А Мэри, которая все-таки Маша, то ли всецело увлеклась пением, то ли всерьез доказывала нарочито пошловатой братве теоретическую возможность своей причастности к великим эстрадным фамилиям.

Стоя на крутом обрыве, под которым мерно несла темные воды река Вуокса, окруженная зеленью густой листвы поднимающихся к небу деревьев, девушка была прекрасна!

Она уже перестала петь, а Кнут с Таганкой будто бы продолжали слушать, боясь спугнуть воцарившуюся тишь. Первым очнулся Лопатин.

- Ты… это… как его… ну, которая Хьюстон, что ли? - Кнут, обалдев от услышанного, запинался и не мог сразу подобрать нужные слова. - За шлюху… того… извини.

- Да ладно, чего там, - ответила Маша. - В первый раз, что ли, меня так называют? Только вот шлюхой быть мне совсем не хочется.

- А чего тогда на панель поперлась? - в обычной своей прямолинейной манере спросил Лопатин. - Красивой жизни захотелось?

- Знал бы ты о моей красивой жизни. Просто делать ничего больше не умею. И после детдома не нужна никому.

- Это ты брось - «не нужна», - произнес Таганцев. - Работать по-человечески пробовала?

- По-человечески это как? Горшки за стариками выносить?

- Знаешь что, подруга, - с упреком в голосе сказал Андрей. - Кто-то и это делать должен. Почему не ты?

- А поешь классно. Кто-нибудь из профи тебя слышал? - спросил Сергей.

- Эти профи на дорогах не валяются. К ним на прослушивание еще пробиться надо.

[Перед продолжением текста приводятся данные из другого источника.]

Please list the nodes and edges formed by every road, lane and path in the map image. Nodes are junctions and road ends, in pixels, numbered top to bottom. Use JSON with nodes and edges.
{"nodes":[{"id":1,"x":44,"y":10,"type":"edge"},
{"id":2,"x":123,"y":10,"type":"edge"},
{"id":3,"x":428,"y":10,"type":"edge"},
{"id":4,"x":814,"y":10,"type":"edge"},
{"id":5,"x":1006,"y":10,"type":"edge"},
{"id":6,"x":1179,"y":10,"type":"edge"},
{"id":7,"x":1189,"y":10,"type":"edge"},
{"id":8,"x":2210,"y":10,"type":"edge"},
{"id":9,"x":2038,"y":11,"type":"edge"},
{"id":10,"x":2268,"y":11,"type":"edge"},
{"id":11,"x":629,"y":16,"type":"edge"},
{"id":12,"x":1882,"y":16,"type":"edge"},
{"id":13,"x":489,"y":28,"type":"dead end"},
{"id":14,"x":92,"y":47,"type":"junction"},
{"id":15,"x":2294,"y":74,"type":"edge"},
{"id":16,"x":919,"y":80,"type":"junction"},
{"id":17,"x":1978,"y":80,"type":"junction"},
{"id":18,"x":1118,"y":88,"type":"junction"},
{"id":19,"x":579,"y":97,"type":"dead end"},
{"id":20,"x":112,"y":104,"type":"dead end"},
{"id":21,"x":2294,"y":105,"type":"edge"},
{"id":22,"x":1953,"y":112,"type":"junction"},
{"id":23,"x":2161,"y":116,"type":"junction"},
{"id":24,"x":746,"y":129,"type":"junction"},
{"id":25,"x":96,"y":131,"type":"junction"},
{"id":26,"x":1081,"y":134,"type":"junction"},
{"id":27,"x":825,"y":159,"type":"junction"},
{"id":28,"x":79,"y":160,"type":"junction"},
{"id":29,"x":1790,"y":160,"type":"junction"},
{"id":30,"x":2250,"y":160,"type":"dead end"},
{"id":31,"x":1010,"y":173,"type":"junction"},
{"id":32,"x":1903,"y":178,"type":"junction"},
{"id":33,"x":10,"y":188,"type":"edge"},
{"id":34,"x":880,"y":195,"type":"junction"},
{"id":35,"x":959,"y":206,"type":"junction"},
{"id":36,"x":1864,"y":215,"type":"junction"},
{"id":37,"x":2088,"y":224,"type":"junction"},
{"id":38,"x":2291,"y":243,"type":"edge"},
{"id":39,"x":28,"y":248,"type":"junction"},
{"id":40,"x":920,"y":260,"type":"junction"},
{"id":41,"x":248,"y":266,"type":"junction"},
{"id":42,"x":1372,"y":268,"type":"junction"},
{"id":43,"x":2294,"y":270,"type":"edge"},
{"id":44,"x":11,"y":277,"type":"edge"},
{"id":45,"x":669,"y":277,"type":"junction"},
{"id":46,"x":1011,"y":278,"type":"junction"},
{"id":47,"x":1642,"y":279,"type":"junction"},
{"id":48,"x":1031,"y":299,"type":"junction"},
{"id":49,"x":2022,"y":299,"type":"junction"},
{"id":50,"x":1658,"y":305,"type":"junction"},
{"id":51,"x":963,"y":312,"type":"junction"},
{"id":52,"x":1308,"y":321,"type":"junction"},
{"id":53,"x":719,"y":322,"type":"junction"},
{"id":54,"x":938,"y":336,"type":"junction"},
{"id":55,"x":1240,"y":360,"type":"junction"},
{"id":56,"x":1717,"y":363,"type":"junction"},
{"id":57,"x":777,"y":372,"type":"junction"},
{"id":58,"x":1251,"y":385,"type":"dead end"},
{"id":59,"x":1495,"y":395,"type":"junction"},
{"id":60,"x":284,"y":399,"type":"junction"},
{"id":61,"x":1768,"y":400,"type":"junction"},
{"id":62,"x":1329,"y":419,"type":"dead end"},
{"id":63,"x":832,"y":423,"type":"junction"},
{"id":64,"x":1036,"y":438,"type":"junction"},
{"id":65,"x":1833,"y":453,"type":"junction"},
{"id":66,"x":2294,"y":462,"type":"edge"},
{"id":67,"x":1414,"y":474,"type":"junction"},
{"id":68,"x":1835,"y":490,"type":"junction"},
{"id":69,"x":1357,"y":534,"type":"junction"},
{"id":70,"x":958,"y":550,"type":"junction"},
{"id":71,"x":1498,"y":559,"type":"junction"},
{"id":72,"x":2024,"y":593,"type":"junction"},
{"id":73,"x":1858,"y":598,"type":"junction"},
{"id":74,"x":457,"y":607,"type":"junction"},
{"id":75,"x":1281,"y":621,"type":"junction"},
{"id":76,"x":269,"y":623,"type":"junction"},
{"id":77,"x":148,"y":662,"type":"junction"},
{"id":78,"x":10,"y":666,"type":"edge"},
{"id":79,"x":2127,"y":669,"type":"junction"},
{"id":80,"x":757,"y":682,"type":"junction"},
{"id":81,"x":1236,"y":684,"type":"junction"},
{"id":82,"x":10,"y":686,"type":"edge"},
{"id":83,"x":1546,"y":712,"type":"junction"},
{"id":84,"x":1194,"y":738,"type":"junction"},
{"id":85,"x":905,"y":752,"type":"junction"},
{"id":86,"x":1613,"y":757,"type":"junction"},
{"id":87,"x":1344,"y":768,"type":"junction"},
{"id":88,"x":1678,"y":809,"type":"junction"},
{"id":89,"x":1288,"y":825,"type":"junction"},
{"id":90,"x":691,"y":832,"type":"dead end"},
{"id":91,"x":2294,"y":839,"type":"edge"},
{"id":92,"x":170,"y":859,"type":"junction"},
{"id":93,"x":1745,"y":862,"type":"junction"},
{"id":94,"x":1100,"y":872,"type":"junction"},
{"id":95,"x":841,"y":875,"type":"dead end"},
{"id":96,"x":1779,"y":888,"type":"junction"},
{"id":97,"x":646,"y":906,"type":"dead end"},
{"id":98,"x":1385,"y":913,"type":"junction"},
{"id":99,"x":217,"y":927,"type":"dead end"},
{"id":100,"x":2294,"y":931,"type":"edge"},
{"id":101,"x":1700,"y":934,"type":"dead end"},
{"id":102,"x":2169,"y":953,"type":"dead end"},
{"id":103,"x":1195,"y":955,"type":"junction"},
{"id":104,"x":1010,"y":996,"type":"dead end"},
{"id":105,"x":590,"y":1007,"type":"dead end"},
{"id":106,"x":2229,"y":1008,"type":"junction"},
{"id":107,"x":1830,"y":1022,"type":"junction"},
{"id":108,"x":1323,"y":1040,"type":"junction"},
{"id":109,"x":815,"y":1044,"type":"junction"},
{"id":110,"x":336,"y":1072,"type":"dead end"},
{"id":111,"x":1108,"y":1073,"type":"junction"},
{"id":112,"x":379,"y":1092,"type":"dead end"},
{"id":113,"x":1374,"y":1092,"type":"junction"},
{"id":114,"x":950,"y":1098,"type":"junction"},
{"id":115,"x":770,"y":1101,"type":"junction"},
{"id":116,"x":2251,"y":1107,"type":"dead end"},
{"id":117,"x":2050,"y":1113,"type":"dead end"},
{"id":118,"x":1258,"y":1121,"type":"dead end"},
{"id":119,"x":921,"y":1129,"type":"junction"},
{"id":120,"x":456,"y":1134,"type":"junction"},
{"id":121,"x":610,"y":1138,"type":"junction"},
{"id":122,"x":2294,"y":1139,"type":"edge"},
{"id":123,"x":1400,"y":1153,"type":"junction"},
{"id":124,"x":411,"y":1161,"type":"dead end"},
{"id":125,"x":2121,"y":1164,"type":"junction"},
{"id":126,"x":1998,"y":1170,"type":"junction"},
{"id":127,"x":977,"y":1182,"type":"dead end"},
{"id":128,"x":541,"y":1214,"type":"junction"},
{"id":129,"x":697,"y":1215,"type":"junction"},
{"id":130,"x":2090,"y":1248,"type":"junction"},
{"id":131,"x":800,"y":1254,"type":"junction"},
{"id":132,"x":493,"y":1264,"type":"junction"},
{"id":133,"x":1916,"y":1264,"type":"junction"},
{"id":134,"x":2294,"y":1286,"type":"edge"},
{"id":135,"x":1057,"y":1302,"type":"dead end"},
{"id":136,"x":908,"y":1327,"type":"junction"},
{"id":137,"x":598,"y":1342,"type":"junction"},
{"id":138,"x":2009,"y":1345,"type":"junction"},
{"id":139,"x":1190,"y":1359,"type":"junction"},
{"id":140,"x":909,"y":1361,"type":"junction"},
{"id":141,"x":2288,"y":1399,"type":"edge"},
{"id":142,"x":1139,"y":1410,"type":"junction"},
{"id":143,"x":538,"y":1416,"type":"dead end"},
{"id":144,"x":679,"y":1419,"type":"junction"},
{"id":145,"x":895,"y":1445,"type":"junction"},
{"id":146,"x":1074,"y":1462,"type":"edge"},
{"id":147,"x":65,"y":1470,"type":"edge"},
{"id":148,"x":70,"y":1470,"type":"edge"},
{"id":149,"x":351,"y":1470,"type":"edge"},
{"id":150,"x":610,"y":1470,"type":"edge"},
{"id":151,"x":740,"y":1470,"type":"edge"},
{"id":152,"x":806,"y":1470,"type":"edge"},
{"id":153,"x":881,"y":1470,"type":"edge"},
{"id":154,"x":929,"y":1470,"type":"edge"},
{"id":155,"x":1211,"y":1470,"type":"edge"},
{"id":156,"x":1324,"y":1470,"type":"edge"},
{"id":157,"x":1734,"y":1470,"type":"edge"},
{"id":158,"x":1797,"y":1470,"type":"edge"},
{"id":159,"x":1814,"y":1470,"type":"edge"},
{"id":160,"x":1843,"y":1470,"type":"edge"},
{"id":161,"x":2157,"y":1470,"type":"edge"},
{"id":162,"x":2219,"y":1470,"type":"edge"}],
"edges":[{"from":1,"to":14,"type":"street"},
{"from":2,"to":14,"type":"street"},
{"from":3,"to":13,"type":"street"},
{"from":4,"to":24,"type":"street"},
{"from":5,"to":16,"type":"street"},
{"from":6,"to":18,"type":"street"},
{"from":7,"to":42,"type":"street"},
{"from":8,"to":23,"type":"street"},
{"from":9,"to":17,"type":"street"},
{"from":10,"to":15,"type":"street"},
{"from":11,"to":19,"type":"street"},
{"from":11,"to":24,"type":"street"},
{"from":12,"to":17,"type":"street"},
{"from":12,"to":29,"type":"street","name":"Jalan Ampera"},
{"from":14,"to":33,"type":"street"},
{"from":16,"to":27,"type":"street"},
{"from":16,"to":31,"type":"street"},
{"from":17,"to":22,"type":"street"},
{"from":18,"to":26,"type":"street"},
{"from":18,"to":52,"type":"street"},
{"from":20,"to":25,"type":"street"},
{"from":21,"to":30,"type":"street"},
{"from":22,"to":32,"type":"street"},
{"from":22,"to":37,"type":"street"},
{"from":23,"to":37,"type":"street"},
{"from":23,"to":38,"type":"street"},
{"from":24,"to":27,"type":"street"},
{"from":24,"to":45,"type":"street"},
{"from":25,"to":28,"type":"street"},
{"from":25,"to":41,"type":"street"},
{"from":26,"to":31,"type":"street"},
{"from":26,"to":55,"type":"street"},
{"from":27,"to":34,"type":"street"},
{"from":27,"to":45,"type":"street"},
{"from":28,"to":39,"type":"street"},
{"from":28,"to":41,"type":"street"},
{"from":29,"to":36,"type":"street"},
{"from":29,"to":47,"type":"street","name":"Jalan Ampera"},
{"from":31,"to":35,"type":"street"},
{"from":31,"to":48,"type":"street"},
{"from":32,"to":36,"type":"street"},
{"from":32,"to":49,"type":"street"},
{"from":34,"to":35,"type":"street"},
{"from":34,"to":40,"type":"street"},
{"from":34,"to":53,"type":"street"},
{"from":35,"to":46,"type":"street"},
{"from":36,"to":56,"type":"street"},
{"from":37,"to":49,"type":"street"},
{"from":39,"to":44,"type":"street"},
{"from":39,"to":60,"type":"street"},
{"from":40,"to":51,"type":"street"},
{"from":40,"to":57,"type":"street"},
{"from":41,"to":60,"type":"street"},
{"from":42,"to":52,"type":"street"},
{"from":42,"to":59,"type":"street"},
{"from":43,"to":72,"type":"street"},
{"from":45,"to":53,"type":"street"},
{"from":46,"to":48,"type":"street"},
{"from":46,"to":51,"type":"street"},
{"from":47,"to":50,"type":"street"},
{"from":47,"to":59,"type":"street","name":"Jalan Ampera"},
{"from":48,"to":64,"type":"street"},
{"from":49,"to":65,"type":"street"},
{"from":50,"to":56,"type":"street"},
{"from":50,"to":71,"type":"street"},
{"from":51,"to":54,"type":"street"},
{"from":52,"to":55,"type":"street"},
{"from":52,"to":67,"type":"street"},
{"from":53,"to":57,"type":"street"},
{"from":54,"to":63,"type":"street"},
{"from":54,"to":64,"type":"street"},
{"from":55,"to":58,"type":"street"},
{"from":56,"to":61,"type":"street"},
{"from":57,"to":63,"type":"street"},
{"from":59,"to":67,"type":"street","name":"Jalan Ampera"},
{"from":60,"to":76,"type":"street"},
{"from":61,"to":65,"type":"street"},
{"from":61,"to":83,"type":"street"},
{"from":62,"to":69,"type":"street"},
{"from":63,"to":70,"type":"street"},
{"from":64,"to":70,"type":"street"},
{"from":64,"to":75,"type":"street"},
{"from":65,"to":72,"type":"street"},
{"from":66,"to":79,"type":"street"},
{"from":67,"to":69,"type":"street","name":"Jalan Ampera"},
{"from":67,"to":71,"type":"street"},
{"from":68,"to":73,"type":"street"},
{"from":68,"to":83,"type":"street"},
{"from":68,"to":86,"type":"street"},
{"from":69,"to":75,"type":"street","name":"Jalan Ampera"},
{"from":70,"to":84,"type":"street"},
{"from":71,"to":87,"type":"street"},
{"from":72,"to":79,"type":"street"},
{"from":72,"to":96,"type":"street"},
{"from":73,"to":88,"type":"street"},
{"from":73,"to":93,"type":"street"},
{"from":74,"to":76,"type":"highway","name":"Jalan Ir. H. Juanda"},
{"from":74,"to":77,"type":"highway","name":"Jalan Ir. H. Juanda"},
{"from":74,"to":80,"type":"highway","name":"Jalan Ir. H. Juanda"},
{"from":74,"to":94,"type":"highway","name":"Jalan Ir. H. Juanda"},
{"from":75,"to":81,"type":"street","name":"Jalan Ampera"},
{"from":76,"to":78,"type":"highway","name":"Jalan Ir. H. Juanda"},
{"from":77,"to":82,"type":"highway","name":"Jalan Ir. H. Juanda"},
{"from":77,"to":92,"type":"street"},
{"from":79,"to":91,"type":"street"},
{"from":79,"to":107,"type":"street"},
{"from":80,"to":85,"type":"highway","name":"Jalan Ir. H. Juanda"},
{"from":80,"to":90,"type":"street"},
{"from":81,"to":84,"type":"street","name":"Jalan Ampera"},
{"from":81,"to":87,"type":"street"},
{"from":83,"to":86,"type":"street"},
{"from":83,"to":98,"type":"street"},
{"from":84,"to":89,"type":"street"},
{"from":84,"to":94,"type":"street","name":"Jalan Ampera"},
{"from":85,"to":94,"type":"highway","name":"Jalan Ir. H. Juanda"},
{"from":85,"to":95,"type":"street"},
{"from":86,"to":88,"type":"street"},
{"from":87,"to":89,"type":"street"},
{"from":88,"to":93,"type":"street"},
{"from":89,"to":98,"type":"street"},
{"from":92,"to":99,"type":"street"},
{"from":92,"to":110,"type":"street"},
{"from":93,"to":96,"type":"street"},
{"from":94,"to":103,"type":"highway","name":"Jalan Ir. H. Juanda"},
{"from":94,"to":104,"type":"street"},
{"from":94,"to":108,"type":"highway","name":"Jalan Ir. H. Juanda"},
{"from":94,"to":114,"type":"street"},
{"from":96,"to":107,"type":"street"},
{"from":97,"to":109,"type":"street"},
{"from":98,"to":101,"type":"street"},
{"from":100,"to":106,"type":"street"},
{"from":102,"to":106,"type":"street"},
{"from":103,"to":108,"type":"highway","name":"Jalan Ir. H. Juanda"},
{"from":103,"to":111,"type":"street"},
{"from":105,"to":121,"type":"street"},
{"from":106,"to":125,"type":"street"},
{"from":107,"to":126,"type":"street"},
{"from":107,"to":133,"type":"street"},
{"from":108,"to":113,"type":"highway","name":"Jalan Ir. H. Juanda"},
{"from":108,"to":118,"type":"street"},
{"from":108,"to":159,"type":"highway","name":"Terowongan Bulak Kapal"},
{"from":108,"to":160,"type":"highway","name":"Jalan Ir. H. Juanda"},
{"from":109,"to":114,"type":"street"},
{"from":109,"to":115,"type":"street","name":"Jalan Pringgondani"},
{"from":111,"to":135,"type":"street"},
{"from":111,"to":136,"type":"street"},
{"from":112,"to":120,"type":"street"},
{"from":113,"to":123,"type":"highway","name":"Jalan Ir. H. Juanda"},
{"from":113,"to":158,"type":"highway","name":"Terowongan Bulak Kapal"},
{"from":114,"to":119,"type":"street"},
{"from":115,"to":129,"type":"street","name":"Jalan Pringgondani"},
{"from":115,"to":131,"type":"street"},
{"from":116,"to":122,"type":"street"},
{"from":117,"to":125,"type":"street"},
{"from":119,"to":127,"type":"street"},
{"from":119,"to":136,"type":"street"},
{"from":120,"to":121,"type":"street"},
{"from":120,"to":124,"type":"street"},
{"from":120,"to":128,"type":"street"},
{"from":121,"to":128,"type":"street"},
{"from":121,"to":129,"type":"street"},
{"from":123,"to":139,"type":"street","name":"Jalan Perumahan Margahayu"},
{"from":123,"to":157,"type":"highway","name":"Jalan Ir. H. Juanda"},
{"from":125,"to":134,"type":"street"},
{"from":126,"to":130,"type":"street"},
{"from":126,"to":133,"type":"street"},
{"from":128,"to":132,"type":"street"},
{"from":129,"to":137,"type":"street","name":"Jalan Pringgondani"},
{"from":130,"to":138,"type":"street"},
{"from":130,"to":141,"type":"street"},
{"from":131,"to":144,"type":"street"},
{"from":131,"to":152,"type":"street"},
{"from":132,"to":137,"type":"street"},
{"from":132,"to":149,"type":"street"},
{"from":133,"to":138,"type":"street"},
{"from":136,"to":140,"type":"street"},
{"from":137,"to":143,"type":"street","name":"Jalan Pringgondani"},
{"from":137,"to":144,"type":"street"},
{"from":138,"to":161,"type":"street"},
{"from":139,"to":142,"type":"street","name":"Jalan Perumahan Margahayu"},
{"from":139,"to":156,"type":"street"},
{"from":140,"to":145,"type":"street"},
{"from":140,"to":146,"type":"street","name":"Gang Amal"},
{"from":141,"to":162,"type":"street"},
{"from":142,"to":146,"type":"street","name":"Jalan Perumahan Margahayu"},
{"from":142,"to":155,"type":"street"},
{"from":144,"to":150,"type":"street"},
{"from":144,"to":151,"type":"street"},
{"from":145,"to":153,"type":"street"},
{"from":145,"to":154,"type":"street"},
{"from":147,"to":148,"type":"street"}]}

- Знаешь что, - глаза Кнута загорелись живым огоньком. - А я тебе, пожалуй, прослушивание у одного клевого мужика организую. Он в Питере, блин, то ли композитор, то ли продюсер. Я в этой музыкальной хреновине ни черта не понимаю. А его, в натуре, каждый день по телевизору показывают. Он и с Розенбаумом знаком, и с этой, как ее, которая плачет постоянно, с Булановой… Городошников фамилия - слышала?

- Ну слышала, - недоверчиво ответила Маша. - Только ты не бреши. Этот Городошников, между прочим, народный артист и лауреат всех премий. Ты где с ним познакомился, на «стрелках» да на «разборках» своих, да?

- Да отвечаю, блин! - взвился Кнут. - Я не я буду, если не сведу тебя с этим человеком. Только ты того… работу свою брось к едрене фене. Не люблю я шалав.

- Все вы не любите, - высказалась Маша. - А как потрахаться, так хлебом не корми.

К берегу реки, громко и ровно урча мотором, подкатил дизельный джип «Ниссан Патрол».

- О! Гляди, Таганка! Кочан нарисовался! - в голосе Лопатина промелькнула тревога.

Миша Капустин по кличке Кочан был у сибирцев центровым. Во всяком случае, на встрече с питерскими он так представился. А в тот день, когда местная братва, выручая Таганцева, перебила сибиряков, на вилле его не оказалось. Таким образом, Мишане здорово повезло.

И теперь вот он объявился на месте импровизированного пикника.

Таганцев и Лопатин тут же схватились за оружие. Андрей всегда носил с собой пистолет Макарова и две запасные обоймы к нему. К тому же, не расставался с ножом - тем самым, спецназовским. Кнут же, повинуясь бандитской моде, предпочитал итальянский двадцатисемизарядный ствол «беретта». Игрушка дорогостоящая, по сравнению с «макаром» громоздкая, но имела колоссальную начальную скорость полета пули, наиболее прямую баллистическую траекторию и, значит, убойную силу.

Увидев, как братва передернула затворы «пушек», Маша взвизгнула и спряталась за поваленный толстый ствол дерева. Сообразительная.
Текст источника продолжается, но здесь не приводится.